_TASK REQUIREMENTS_
Among the records that follow, set down only the lines from the one containing "ring pip: (706, 749)" to the one containing "middle tip: (1126, 649)", both included, exactly.
Top of MATERIAL PROVIDED
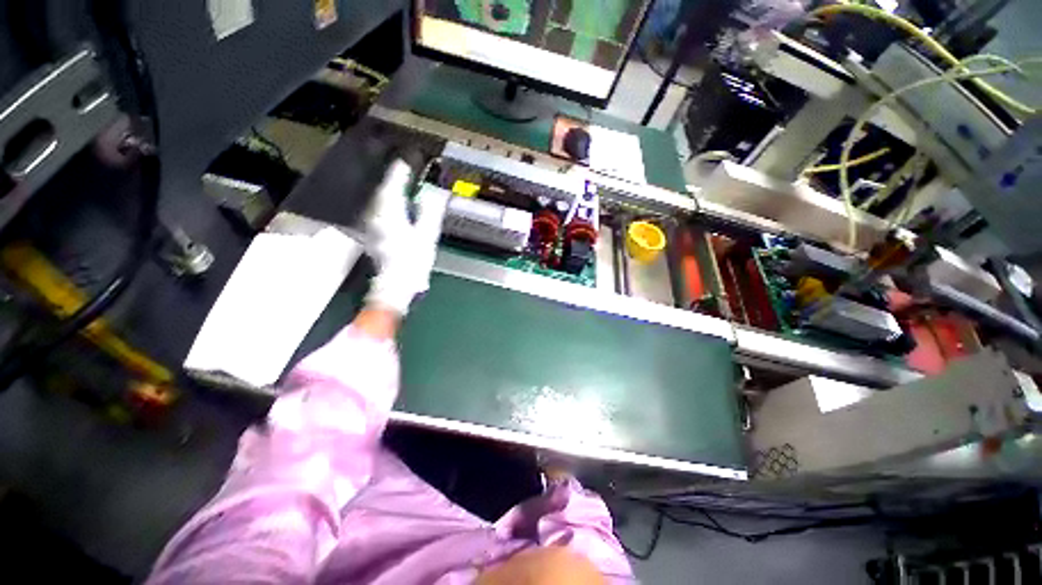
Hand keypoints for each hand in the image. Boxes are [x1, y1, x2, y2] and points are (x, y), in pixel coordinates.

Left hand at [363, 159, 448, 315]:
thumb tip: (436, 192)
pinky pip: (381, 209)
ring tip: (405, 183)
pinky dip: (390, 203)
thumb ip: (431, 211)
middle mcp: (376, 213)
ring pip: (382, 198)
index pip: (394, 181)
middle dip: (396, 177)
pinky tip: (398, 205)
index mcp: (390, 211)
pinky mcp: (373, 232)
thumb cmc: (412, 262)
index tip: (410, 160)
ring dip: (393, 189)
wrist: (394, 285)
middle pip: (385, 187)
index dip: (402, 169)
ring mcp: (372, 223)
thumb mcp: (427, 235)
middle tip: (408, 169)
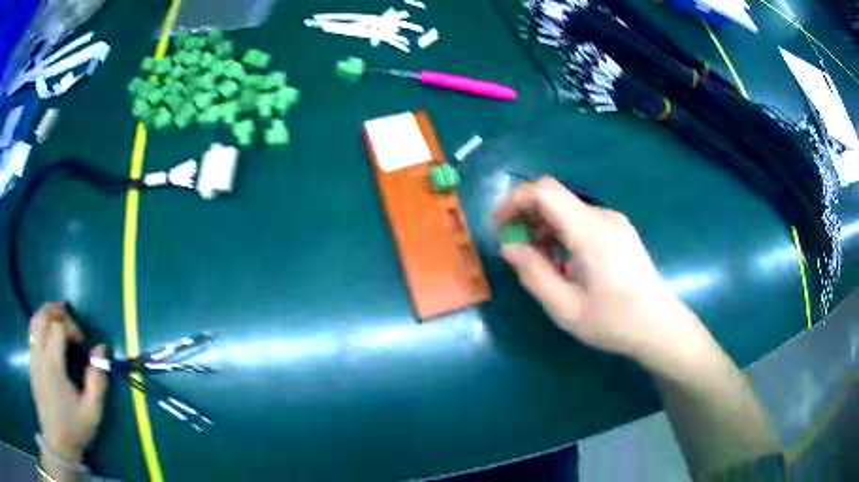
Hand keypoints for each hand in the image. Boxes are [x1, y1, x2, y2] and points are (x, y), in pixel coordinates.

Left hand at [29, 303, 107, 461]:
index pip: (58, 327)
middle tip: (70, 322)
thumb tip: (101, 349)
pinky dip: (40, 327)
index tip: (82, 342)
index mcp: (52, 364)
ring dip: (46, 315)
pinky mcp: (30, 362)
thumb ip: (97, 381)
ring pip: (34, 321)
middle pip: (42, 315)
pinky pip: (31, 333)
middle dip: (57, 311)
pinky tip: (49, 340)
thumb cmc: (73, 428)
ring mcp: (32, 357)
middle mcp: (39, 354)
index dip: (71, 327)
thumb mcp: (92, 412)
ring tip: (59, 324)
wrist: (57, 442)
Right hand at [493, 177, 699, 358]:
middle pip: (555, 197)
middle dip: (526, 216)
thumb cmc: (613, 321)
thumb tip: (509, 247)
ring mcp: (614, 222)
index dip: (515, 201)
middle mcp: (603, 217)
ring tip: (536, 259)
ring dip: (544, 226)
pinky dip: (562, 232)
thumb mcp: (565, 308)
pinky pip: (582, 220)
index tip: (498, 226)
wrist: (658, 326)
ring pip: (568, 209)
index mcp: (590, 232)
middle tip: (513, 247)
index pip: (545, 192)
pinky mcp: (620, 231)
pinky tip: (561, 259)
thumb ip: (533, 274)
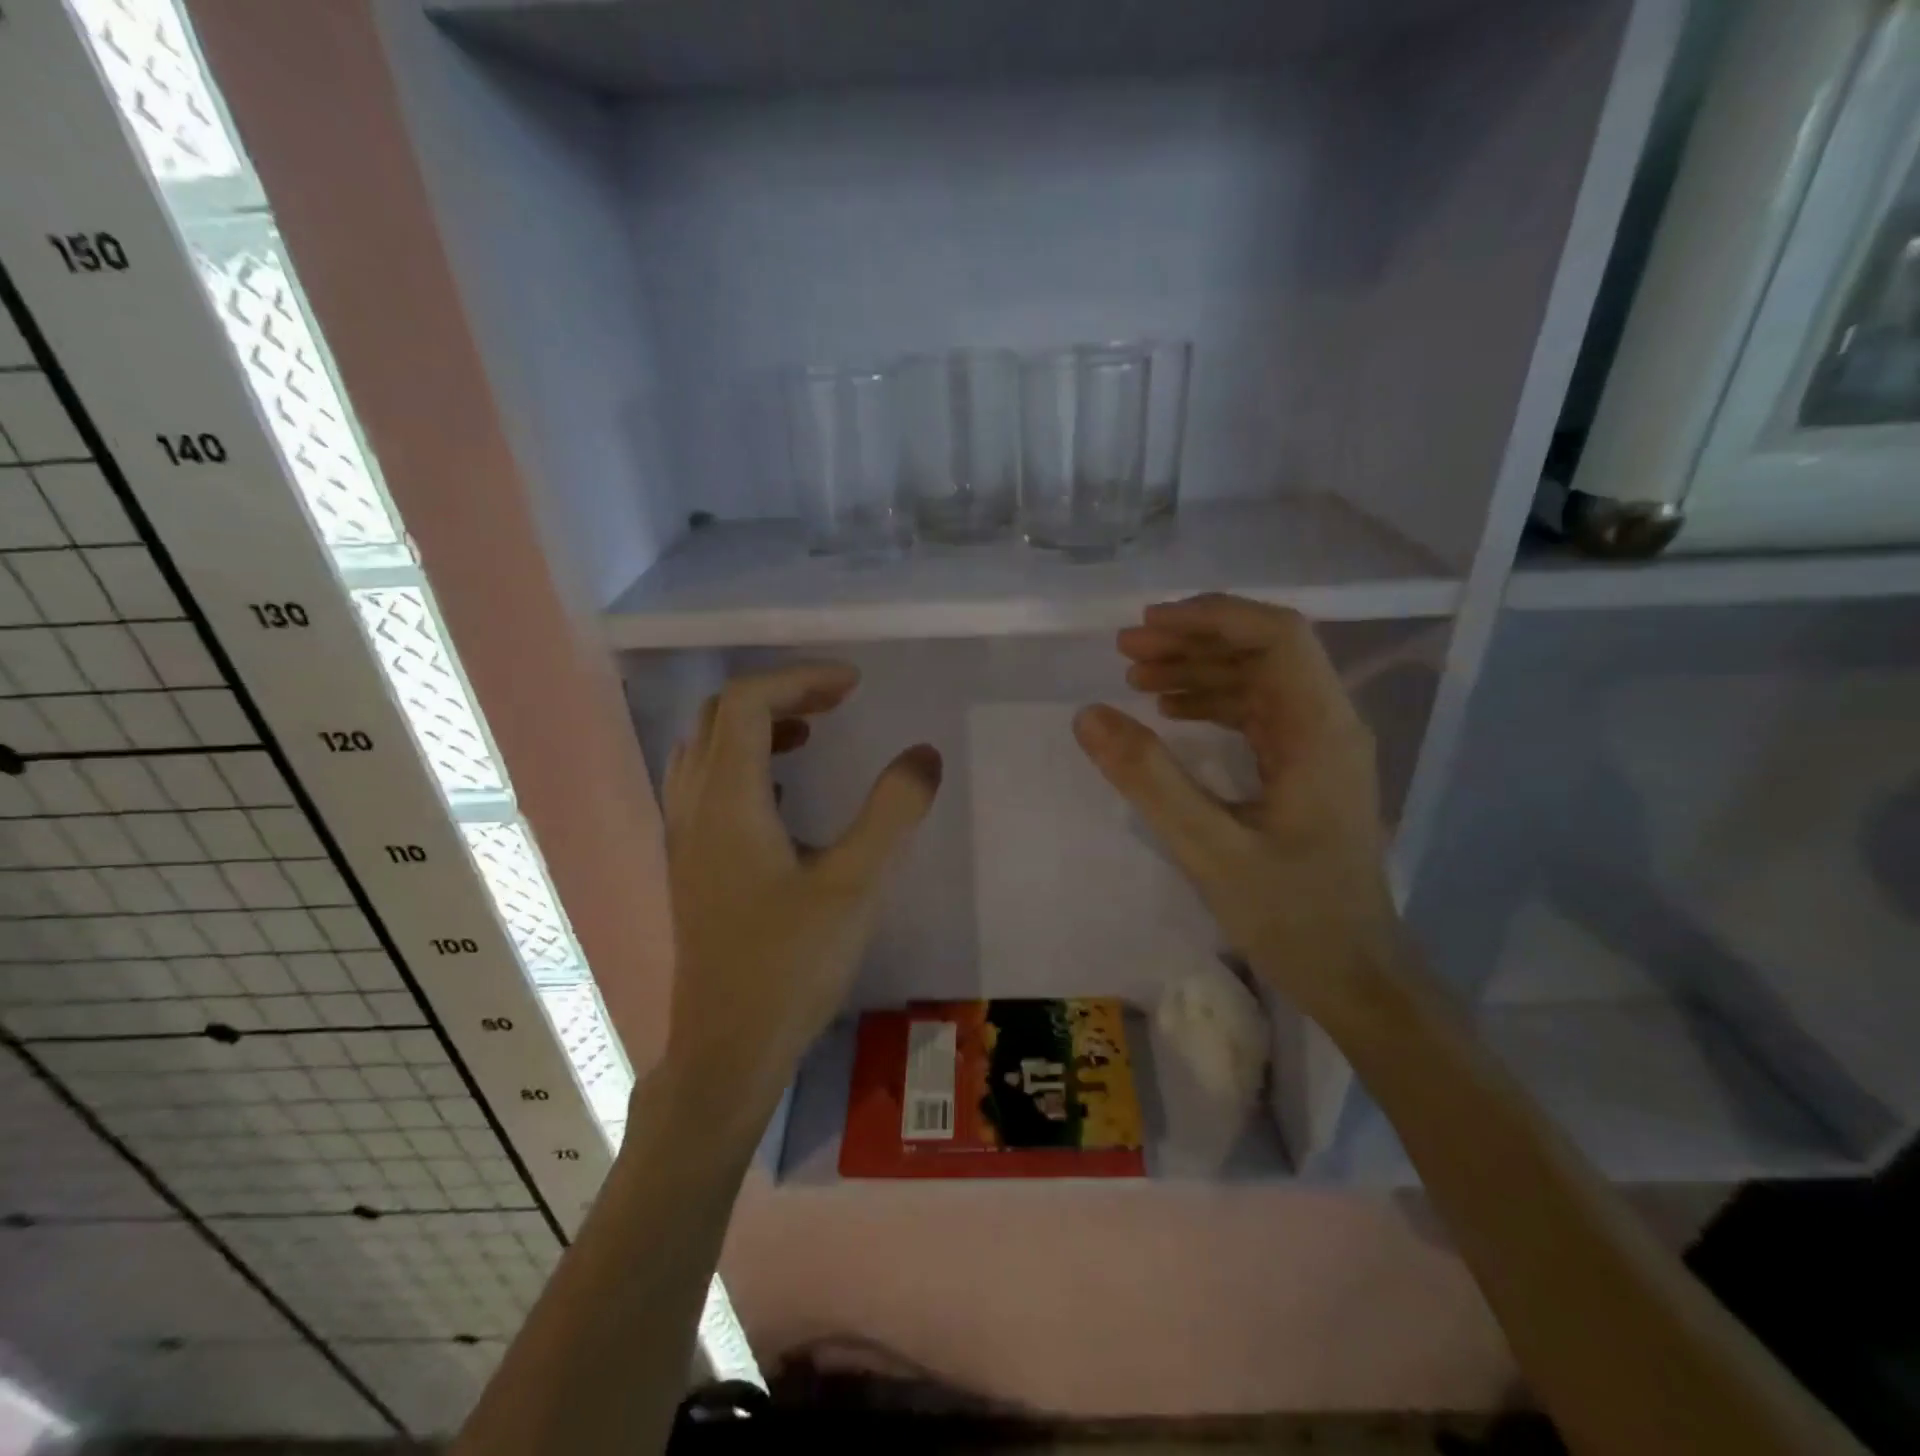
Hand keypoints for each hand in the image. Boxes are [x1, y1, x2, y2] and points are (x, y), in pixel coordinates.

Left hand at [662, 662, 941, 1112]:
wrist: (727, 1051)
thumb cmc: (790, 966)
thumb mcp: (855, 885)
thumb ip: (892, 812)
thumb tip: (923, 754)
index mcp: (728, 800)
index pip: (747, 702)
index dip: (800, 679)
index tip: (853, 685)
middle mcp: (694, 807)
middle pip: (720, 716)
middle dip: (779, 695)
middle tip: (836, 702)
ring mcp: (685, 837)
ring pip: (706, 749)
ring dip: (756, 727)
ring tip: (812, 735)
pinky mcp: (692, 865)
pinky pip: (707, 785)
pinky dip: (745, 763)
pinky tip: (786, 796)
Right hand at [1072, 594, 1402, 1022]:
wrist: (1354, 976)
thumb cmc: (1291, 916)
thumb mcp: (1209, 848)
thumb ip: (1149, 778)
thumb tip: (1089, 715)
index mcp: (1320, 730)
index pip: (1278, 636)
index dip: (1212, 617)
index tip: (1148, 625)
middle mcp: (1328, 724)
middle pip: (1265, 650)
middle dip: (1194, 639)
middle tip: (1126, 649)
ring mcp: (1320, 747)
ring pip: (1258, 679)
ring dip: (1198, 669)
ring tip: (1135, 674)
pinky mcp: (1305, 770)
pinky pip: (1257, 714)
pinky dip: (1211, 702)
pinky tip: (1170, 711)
Bottom of MATERIAL PROVIDED
_SOLUTION BELOW_
ring pip: (706, 749)
ring dip: (756, 727)
ring tip: (812, 735)
pinky mcp: (692, 865)
pinky pip: (707, 785)
pinky dip: (745, 763)
pinky tip: (786, 796)
Right hand at [1072, 594, 1402, 1022]:
wrist: (1354, 976)
thumb cmc: (1291, 916)
thumb mcp: (1209, 848)
thumb ip: (1149, 778)
thumb tip: (1089, 715)
index mcp: (1320, 730)
index pip: (1278, 636)
index dip: (1212, 617)
index tip: (1148, 625)
middle mcp: (1328, 724)
middle pip: (1265, 650)
middle dip: (1194, 639)
middle tip: (1126, 649)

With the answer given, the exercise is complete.